母に“会いに行く”ことを選んだ息子、「ボケるとも悪か事ばかりじゃなか」
長崎在住の漫画家・岡野雄一氏のエッセイ漫画『ペコロスの母に会いに行く』(西日本新聞社)が、実写版で映画化された。11月16日に公開されるこの映画を題材に、息子の介護について考えてみた。
<登場人物プロフィール>
ゆういち(ペコロス)(63) バツイチ。40歳で、子連れで長崎にUターンし両親と同居
ミツエ(90) ゆういちの母。夫の死後、認知症を発症。現在はグループホームで暮らす
■ペコロスさんに潜む「息子介護」の怖さ
映画の中のペコロスさんは、仕事も、私生活もあまりうまくいっていない。バツイチだし、仕事もうまくいかなくてクビになってしまう。息子もフリーターっぽい。同居している母、ミツエさんの認知症も急激に進行してきている。ユーモラスに描かれているものの、かなり深刻な病状だ。危なくて、母を1人で留守番させるわけにはいかないところまで症状は進んでいる。
「息子の介護」で問題となるのは、息子が仕事をしている場合、仕事に行っている間は親が独居状態になること。それから、男は往々にして地域の中につながりもなければ、愚痴を言える場所もない。あるいはプライドが高いから、愚痴を言わない。仕事のようにして脇目も振らず一生懸命に介護をした挙げ句、仕事のような結果が出なくて(当たり前だ)ポッキリ折れる、ことも多い。
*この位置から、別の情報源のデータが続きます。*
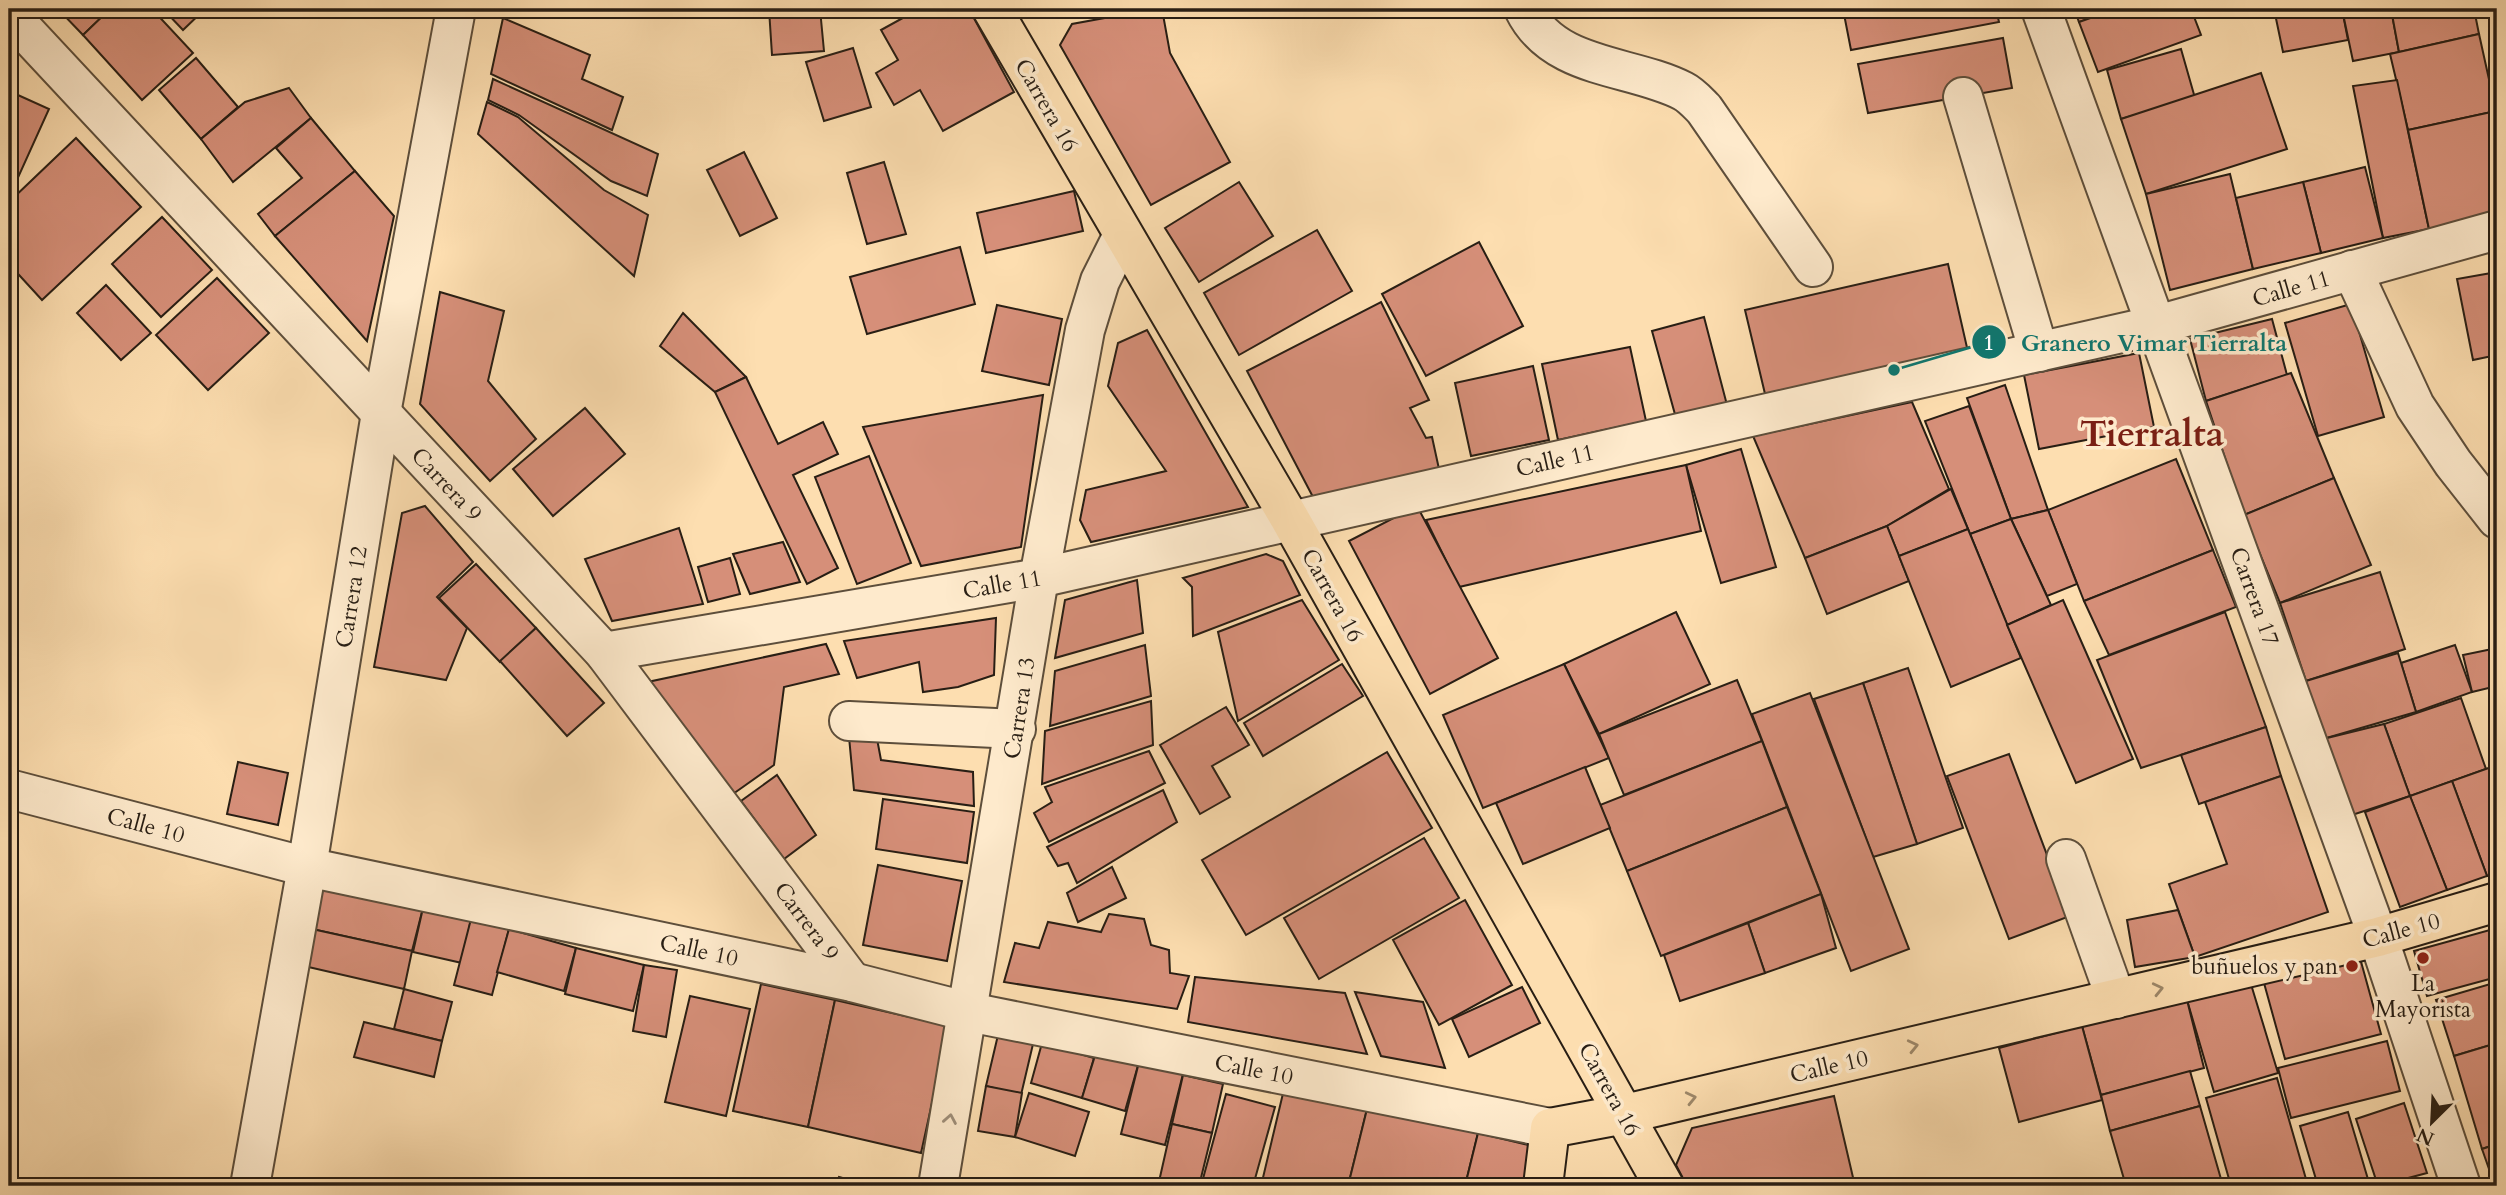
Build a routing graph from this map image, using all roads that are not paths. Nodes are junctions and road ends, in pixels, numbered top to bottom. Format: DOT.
graph roads {
  1 [pos="456,9"];
  2 [pos="992,9"];
  3 [pos="1524,9"];
  4 [pos="2041,9"];
  5 [pos="9,14"];
  6 [pos="1963,97"];
  7 [pos="2497,230"];
  8 [pos="1123,235"];
  9 [pos="1813,267"];
  10 [pos="2352,270"];
  11 [pos="2157,325"];
  12 [pos="2039,352"];
  13 [pos="381,413"];
  14 [pos="1290,519"];
  15 [pos="2497,519"];
  16 [pos="1039,578"];
  17 [pos="604,652"];
  18 [pos="849,721"];
  19 [pos="1016,729"];
  20 [pos="9,789"];
  21 [pos="2066,859"];
  22 [pos="307,867"];
  23 [pos="2497,902"];
  24 [pos="2378,937"];
  25 [pos="852,982"];
  26 [pos="2116,999"];
  27 [pos="969,1012"];
  28 [pos="1625,1114"];
  29 [pos="1550,1128"];
  30 [pos="250,1186"];
  31 [pos="938,1186"];
  32 [pos="1543,1186"];
  33 [pos="1664,1186"];
  34 [pos="2461,1186"];
  1 -- 13 [label="street, Carrera 12"];
  2 -- 8 [label="main road, Carrera 16"];
  3 -- 9 [label="street"];
  4 -- 11 [label="street, Carrera 17"];
  5 -- 13 [label="street, Carrera 9"];
  6 -- 12 [label="street"];
  7 -- 10 [label="street, Calle 11"];
  8 -- 14 [label="main road, Carrera 16"];
  8 -- 16 [label="street, Carrera 13"];
  10 -- 11 [label="street, Calle 11"];
  10 -- 15 [label="street"];
  11 -- 12 [label="street, Calle 11"];
  11 -- 24 [label="street, Carrera 17"];
  12 -- 14 [label="street, Calle 11"];
  13 -- 17 [label="street, Carrera 9"];
  13 -- 22 [label="street, Carrera 12"];
  14 -- 16 [label="street, Calle 11"];
  14 -- 28 [label="main road, Carrera 16"];
  16 -- 17 [label="street, Calle 11"];
  16 -- 19 [label="street, Carrera 13"];
  17 -- 25 [label="street, Carrera 9"];
  18 -- 19 [label="street"];
  19 -- 27 [label="street, Carrera 13"];
  20 -- 22 [label="street, Calle 10"];
  21 -- 26 [label="street"];
  22 -- 25 [label="street, Calle 10"];
  22 -- 30 [label="street, Carrera 12"];
  23 -- 24 [label="main road, Calle 10"];
  26 -- 24 [label="main road, Calle 10, one-way"];
  24 -- 34 [label="street, Carrera 17"];
  25 -- 27 [label="street, Calle 10"];
  28 -- 26 [label="main road, Calle 10, one-way"];
  27 -- 29 [label="street, Calle 10"];
  31 -- 27 [label="street, Carrera 13, one-way"];
  28 -- 29 [label="main road, Calle 10"];
  28 -- 33 [label="main road, Carrera 16"];
  29 -- 32 [label="main road"];
}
しかしペコロスさんは、ケアマネジャーさんのアドバイスで、母をグループホームに入れることにした。グループホームとは、認知症の人たちが家庭的な雰囲気の中で暮らす施設だ。だから、タイトルも「母に会いに行く」になったわけなんだけれど、「母を家でしっかり介護する」でなくて、本当によかったと思う。ミツエさんにとっても、ペコロスさんにとっても、いい選択だった。失業した息子が、認知症の母を家でずっと看るなんて、危険な「息子介護」の典型だ。繰り返しになるが、多くの息子介護がそうであるように、きっちり、真面目に、介護に没頭した挙げ句、虐待してしまったり、共倒れしたり、果ては新聞沙汰になったり……そんな例は枚挙にいとまがない。